Intentional or not, a new consumer survey by Hong Kong and Shanghai Banking Corporation (HSBC) revealed that 66% of Hong Kong residents (Hong Kongers) surveyed have made short-term investments via online channels using either a PC, laptop, smartphone or tablet, 75% have made long-term investments and 56% have done so through digital channels.
Compare these figures to Singaporeans surveyed by the bank: 39% have made short-term investments online, 33% used digital channels for long-term investments, and you’d be forgiven to think Hong Kongers are more digital friendly. But let’s not get ahead of ourselves here.
Where Singapore leads Hong Kong
When it comes to checking bank balances, 75% of Singaporeans do so from their smartphone compared to 61% of Hong Kongers. When it comes to paying bills or peer-to-peer payments, Singaporeans also lead their Hong Kong counterparts 67% versus 50% – showing opportunity for customers to further benefit from the efficiency and convenience of digital channels.
The use of digital channels to invest has also increased under the social distancing restrictions because of the COVID-19 outbreak. The latest HSBC data shows that total digital retail sales in Hong Kong grew by 63% year-on-year in Q1 2020. In the first five months of the year, the Bank’s average monthly equity trading turnover via digital channels increased by over 50% year-on-year.
Noting the increased propensity to use mobile and online banking among its customers in Hong Kong, Sami Julian Abouzahr, head of Customer Wealth, Wealth and Personal Banking, Hong Kong, HSBC, added that: “COVID-19 accelerated the adoption of digital channels for wealth management, including FX, funds, equities and portfolio management – whether this be via an app or a video call with a relationship manager.”

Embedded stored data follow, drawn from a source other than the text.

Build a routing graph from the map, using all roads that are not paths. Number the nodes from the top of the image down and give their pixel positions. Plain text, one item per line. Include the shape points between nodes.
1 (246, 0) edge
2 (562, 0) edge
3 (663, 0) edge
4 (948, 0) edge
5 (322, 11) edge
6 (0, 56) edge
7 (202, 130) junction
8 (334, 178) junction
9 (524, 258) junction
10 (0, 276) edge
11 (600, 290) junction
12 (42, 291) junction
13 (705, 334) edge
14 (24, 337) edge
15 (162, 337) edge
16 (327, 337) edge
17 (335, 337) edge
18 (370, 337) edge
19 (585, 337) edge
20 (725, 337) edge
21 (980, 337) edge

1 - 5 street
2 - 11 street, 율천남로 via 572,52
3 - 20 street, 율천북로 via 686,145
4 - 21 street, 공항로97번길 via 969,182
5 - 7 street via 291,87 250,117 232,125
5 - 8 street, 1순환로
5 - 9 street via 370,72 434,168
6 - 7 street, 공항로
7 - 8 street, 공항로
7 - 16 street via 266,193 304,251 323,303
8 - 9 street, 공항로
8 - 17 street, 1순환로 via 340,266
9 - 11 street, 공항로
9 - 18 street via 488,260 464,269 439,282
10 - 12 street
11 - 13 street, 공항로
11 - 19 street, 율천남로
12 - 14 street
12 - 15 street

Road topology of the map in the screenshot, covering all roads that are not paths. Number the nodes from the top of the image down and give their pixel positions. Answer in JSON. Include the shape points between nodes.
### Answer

Andrew Eldon, head of Digital, Wealth and Personal Banking, further added that the COVID-19 pandemic has underscored the benefits and convenience of digital services for customers, who can now manage their personal finances through mobile channels, anytime and anywhere – an option many customers have embraced.

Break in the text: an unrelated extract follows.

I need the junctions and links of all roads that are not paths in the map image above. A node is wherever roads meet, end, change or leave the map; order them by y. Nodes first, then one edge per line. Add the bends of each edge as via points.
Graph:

“Long term, we know that millennials are more likely to adopt our highly flexible mobile solutions, and so we need to accelerate our digital delivery to connect with these customers and capture this next wave of growth,” he added.

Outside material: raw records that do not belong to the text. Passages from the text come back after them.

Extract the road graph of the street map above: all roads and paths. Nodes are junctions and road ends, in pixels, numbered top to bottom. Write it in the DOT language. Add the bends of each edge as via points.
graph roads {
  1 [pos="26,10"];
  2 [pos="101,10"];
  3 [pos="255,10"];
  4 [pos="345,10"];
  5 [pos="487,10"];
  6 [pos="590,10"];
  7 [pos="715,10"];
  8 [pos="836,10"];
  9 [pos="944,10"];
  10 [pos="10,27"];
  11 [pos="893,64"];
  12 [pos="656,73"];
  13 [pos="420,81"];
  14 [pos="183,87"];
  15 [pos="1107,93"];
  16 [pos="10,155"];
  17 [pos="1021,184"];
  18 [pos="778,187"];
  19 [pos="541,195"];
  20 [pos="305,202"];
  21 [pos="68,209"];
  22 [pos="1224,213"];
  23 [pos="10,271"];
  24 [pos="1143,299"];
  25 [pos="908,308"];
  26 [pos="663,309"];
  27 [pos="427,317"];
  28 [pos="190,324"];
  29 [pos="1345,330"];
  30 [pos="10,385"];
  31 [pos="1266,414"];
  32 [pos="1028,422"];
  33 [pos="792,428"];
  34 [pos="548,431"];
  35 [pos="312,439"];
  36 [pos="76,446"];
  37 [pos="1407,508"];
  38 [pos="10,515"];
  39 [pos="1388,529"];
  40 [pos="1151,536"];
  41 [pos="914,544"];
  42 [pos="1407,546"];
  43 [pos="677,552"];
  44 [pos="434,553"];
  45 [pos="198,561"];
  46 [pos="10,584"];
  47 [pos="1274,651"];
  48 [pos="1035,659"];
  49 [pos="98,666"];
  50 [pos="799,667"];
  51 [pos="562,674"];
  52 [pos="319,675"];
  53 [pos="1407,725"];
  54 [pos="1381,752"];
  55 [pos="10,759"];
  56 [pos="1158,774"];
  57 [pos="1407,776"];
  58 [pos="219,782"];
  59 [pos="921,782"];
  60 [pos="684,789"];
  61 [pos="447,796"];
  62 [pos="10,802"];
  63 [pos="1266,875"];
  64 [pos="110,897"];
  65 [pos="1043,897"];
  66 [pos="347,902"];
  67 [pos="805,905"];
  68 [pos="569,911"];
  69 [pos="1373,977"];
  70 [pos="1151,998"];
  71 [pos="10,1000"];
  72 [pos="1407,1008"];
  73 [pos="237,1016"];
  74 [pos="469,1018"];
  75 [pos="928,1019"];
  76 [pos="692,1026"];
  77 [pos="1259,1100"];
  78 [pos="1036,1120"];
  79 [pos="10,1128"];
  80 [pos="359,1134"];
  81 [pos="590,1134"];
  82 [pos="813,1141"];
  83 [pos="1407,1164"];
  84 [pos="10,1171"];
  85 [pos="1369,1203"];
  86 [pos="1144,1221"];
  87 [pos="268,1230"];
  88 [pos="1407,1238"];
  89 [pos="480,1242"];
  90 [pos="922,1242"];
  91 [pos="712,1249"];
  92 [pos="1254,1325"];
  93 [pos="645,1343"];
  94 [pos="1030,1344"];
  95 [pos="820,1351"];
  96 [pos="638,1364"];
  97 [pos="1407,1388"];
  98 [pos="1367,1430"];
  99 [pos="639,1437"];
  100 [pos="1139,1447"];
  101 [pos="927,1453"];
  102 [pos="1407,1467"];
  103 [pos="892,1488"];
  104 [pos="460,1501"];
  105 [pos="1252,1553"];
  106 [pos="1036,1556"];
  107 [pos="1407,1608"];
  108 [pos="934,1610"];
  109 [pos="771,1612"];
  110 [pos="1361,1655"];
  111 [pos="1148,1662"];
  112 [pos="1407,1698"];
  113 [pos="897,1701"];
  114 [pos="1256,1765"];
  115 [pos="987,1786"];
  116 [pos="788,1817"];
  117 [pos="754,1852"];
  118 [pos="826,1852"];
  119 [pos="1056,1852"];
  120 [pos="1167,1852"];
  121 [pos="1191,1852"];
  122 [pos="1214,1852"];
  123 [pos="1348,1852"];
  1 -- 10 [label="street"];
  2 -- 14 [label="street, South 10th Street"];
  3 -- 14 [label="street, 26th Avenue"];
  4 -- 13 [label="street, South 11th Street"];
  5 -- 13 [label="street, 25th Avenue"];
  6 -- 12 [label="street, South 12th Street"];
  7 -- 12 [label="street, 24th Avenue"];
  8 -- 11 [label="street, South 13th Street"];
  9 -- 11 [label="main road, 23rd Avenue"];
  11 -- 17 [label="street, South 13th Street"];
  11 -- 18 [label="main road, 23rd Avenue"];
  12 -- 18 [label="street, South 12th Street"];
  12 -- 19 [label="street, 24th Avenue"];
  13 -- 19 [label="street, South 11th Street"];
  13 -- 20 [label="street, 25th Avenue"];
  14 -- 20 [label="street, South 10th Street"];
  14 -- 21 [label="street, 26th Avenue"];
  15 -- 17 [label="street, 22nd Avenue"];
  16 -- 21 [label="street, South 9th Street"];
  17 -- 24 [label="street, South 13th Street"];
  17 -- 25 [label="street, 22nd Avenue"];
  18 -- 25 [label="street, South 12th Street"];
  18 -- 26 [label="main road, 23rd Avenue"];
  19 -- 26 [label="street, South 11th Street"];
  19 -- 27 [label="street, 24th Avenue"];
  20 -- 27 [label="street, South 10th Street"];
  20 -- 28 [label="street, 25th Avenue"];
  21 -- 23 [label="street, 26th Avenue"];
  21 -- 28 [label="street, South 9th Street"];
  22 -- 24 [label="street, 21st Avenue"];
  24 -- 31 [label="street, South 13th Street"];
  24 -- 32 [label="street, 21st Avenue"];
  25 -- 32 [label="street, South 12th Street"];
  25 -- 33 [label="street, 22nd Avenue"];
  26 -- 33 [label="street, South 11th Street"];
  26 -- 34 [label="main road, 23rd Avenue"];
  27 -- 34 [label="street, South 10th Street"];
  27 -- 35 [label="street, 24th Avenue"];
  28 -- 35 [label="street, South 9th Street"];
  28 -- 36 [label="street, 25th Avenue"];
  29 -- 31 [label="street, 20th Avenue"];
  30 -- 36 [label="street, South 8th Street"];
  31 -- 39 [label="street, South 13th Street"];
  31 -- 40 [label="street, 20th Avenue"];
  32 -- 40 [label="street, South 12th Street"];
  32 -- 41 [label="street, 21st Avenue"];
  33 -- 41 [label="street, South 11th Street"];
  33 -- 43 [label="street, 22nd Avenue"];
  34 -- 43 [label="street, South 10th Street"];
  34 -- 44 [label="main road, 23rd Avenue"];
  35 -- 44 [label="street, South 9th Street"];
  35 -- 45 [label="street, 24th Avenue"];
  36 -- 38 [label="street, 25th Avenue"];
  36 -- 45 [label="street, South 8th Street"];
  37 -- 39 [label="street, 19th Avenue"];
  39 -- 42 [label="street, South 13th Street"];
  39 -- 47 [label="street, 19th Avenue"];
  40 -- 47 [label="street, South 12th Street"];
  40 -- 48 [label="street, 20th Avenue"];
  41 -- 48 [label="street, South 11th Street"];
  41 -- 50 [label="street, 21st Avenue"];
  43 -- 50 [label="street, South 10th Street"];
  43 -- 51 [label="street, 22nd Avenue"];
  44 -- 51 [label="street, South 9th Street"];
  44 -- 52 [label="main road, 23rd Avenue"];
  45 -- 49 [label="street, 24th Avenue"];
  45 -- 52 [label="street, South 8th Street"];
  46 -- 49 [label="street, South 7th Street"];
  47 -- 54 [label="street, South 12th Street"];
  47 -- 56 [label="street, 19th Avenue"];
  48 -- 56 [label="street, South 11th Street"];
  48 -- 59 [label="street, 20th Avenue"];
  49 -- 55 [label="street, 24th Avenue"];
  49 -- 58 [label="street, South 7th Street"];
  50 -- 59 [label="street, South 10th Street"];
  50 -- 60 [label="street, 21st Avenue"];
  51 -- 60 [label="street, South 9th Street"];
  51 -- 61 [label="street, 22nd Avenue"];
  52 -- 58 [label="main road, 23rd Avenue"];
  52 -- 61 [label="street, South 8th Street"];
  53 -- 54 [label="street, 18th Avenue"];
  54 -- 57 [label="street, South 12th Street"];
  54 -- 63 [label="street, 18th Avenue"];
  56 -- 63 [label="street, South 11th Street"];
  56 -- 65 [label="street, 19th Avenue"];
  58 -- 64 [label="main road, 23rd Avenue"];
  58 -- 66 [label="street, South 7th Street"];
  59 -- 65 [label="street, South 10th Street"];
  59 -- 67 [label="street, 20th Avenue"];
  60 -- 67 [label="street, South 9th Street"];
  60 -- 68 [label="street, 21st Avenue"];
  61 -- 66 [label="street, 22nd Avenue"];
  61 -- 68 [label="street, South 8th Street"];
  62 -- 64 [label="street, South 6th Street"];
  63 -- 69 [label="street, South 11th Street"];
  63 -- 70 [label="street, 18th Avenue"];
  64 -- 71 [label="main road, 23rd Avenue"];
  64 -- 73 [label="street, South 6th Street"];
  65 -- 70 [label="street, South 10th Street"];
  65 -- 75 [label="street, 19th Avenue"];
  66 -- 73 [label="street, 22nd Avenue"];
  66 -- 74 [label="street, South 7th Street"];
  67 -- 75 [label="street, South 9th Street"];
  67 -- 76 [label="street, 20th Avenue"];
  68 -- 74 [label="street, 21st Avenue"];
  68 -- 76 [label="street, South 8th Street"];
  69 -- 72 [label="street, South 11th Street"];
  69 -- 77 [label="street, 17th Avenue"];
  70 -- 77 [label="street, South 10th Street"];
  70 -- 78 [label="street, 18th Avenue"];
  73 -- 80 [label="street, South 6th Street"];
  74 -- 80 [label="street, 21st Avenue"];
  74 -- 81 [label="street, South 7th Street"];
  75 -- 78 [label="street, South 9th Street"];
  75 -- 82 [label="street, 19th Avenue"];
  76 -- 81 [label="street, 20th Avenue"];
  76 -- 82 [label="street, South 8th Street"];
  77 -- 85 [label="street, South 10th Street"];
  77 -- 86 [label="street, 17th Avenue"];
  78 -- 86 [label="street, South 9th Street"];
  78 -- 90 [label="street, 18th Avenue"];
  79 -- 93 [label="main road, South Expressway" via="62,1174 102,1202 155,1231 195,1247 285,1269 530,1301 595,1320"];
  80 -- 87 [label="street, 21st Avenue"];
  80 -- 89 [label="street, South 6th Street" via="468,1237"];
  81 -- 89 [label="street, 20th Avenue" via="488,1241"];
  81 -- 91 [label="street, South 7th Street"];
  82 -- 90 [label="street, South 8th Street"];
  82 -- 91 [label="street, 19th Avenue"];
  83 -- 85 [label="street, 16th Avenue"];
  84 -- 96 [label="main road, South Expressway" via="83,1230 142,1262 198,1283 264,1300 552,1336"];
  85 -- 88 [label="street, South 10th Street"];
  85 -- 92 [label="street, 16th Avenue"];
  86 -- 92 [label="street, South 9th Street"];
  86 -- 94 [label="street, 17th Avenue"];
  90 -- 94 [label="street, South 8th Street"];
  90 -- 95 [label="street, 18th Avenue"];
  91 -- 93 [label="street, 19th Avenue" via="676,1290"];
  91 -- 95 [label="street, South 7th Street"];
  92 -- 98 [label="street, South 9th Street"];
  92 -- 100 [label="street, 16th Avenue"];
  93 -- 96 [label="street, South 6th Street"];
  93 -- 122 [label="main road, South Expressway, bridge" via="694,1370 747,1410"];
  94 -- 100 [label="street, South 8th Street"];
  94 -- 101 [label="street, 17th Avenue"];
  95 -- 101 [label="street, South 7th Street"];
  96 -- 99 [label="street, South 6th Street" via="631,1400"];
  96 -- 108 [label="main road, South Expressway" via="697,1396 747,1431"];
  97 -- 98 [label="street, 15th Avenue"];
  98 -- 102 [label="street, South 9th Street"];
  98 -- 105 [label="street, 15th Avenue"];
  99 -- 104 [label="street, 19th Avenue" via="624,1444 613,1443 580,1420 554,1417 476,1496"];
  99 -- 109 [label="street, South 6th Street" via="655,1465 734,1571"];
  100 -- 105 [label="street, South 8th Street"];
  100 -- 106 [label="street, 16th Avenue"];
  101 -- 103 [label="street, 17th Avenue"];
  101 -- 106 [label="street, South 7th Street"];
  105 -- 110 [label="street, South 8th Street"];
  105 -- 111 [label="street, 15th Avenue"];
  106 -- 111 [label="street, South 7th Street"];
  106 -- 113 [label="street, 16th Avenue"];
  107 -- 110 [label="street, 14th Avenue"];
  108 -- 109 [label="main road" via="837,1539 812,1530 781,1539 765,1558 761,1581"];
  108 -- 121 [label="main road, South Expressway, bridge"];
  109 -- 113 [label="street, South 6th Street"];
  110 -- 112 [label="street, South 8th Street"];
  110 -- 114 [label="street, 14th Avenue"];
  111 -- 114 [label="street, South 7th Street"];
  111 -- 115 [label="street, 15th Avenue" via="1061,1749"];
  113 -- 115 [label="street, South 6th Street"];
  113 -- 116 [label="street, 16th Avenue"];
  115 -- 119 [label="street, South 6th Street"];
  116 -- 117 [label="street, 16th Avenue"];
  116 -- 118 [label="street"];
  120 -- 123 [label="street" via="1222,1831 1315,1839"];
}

HSBC claims to have recorded a significant number of applications via the Mobile Banking app, with around 25% month-on-month growth in May 2020, with 93% of new customers are aged below 40.
Not giving up on the human touch
Despite the digital uptake, 30% of Hong Kong citizens report they apply for a credit card or overdraft in person, with 37% of long-term investors go through the traditional banking channels, either in person at branch offices or through direct interaction with experienced investment service representatives.
The demand for a blended approach was also clear during the Covid-19 outbreak where the number of HSBC frontline staff actively employing video conferencing tools with customers reached to around 11,000 in May 2020 globally.
Abouzahr added: “While we will continue to invest in digital capabilities, we understand the value that our people bring to the customer experience. We recently launched video conferencing services which has redefined the way our relationship managers engage with our customers have been well-received and is a great example of the successful integration of digital technology and human interaction. In future, we will continue to serve customers with an ever more seamless omnichannel experience.”